Obesity appears to protect
the blunt trauma victim from head injury, but is associated with a significantly
higher incidence of injuries to the chest, primarily rib fractures and pulmonary
contusions. It is hypothesized that the larger torso serves as a physiologic
airbag, and although this offers some protection from head injury, there is an
associated increase in thoracic injury.
This may partly explain the
dramatically higher mortality rate due to respiratory causes in morbidly obese
trauma patients. The impact of morbid obesity on mortality in blunt trauma was
seen in a study that found a 42.1 percent mortality rate in severely overweight
patients, compared with 5.0 and 8.0 percent in the average and overweight
groups.
Despite the logistical difficulties the obese patient presents,
the principles of trauma management apply, with necessary spinal precautions and
full exposure.
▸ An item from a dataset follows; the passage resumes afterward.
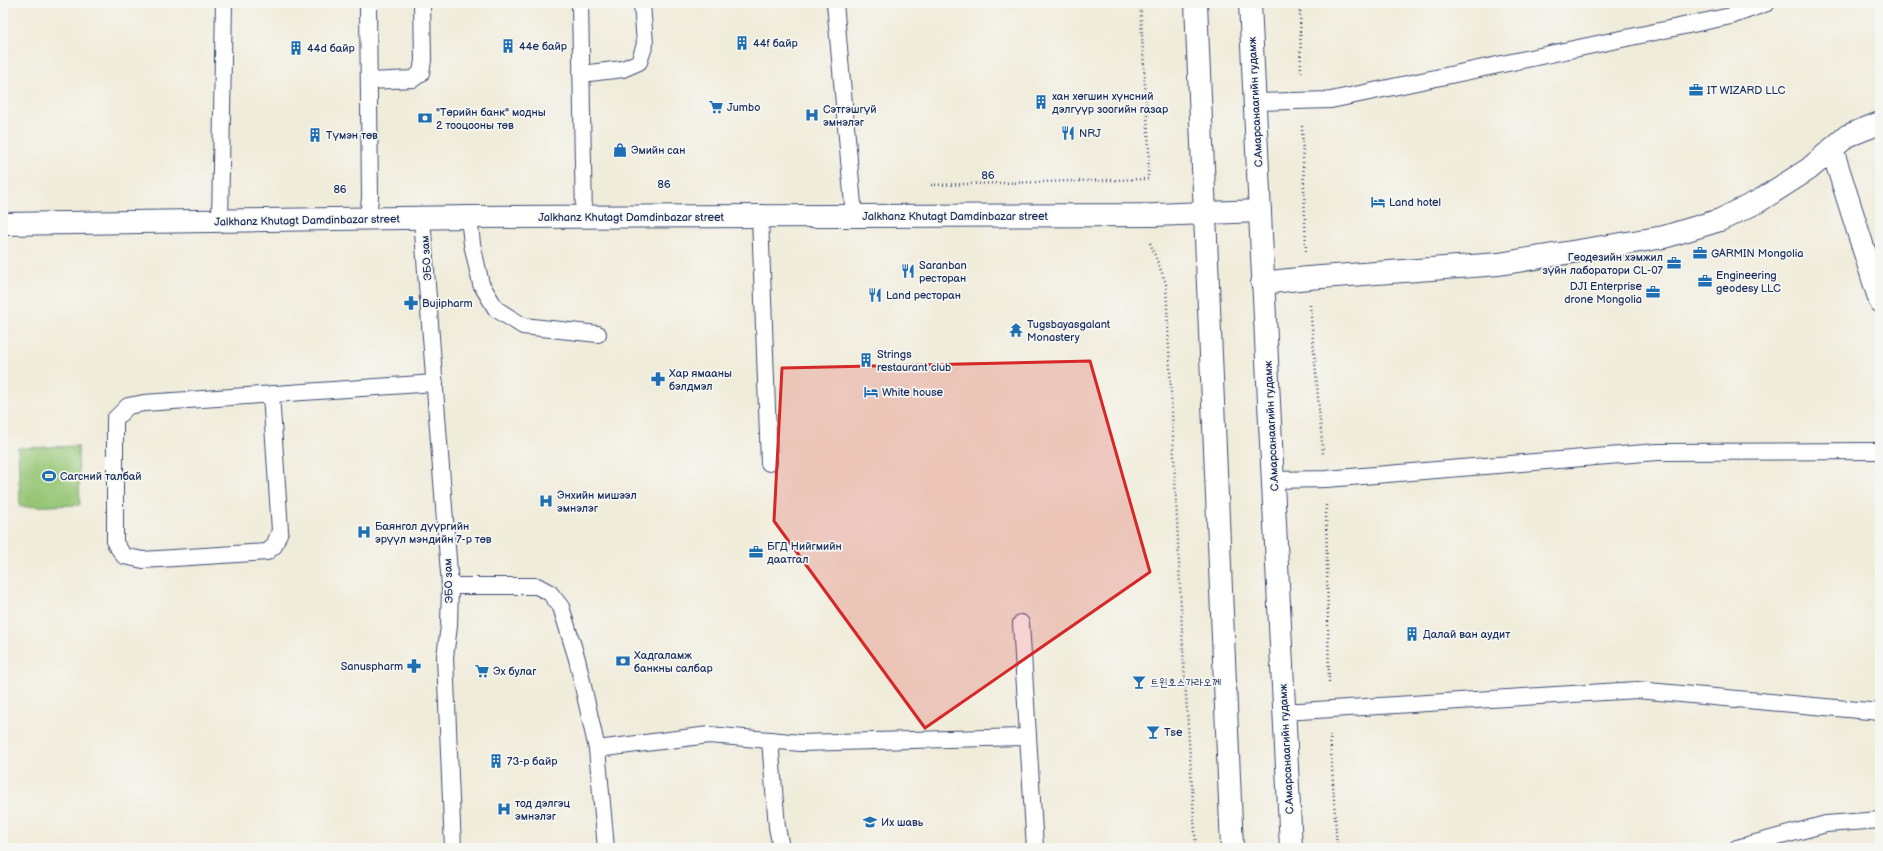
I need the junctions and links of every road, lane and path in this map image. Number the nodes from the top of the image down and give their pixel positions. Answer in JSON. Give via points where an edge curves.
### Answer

The presence of subcutaneous fat obscures physical findings in
thoracic and abdominal injuries. The limitations of physical findings are
further compounded by poor quality portable chest radiographs in this
population. A more aggressive approach to airway management with early
intubation and assisted ventilation may be indicated.
The incidence of
pelvic fractures is higher in the obese trauma victim. Portable films are often
of a poorer quality in the obese patient, therefore clinical suspicion of a
pelvic fracture should be pursued by repeat views or computed tomography,
despite a negative portable pelvic radiograph.